[Work to complete]: Go through the records and give each one again exactly, omitting the images.

[Input for this task]:
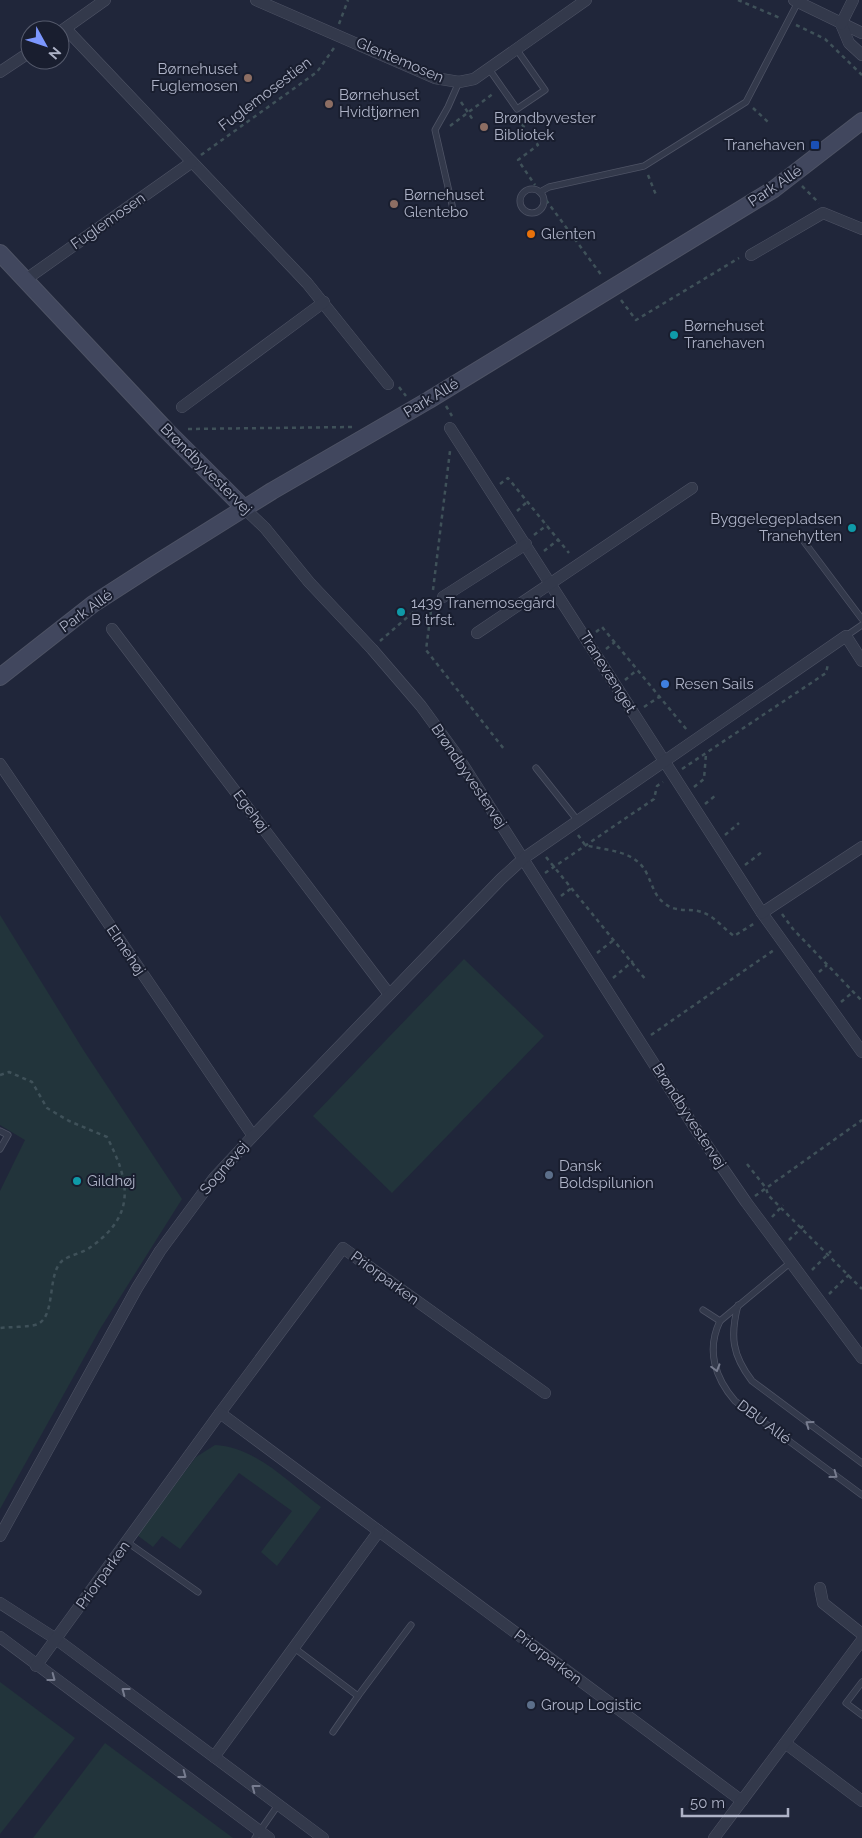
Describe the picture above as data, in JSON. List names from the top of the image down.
{
  "streets": {
    "street": [
      "Glentemosen",
      "Park Allé",
      "Fuglemosen",
      "Brøndbyvestervej",
      "Tranevænget",
      "Egehøj",
      "Elmehøj",
      "Sognevej",
      "Priorparken"
    ],
    "lane": ["DBU Allé"],
    "path": ["Fuglemosestien"]
  },
  "crossings": [
    ["Glentemosen", "Fuglemosestien"],
    ["Fuglemosestien", "Fuglemosen"],
    ["Park Allé", "Brøndbyvestervej"],
    ["Fuglemosen", "Brøndbyvestervej"],
    ["Brøndbyvestervej", "Sognevej"],
    ["Egehøj", "Sognevej"],
    ["Elmehøj", "Sognevej"]
  ],
  "places": {
    "other": [
      "Børnehuset Fuglemosen",
      "Børnehuset Hvidtjørnen",
      "Brøndbyvester Bibliotek",
      "Børnehuset Glentebo",
      "Glenten",
      "Børnehuset Tranehaven",
      "Byggelegepladsen Tranehytten",
      "1439 Tranemosegård B trfst.",
      "Resen Sails",
      "Dansk Boldspilunion",
      "Gildhøj",
      "Group Logistic"
    ],
    "transit": ["Tranehaven"]
  },
  "scale_bar": "50 m",
  "north": "bottom right"
}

[Response for this exercise]:
Describe the picture above as data, in JSON. List names from the top of the image down.
{
  "streets": {
    "street": [
      "Glentemosen",
      "Park Allé",
      "Fuglemosen",
      "Brøndbyvestervej",
      "Tranevænget",
      "Egehøj",
      "Elmehøj",
      "Sognevej",
      "Priorparken"
    ],
    "lane": ["DBU Allé"],
    "path": ["Fuglemosestien"]
  },
  "crossings": [
    ["Glentemosen", "Fuglemosestien"],
    ["Fuglemosestien", "Fuglemosen"],
    ["Park Allé", "Brøndbyvestervej"],
    ["Fuglemosen", "Brøndbyvestervej"],
    ["Brøndbyvestervej", "Sognevej"],
    ["Egehøj", "Sognevej"],
    ["Elmehøj", "Sognevej"]
  ],
  "places": {
    "other": [
      "Børnehuset Fuglemosen",
      "Børnehuset Hvidtjørnen",
      "Brøndbyvester Bibliotek",
      "Børnehuset Glentebo",
      "Glenten",
      "Børnehuset Tranehaven",
      "Byggelegepladsen Tranehytten",
      "1439 Tranemosegård B trfst.",
      "Resen Sails",
      "Dansk Boldspilunion",
      "Gildhøj",
      "Group Logistic"
    ],
    "transit": ["Tranehaven"]
  },
  "scale_bar": "50 m",
  "north": "bottom right"
}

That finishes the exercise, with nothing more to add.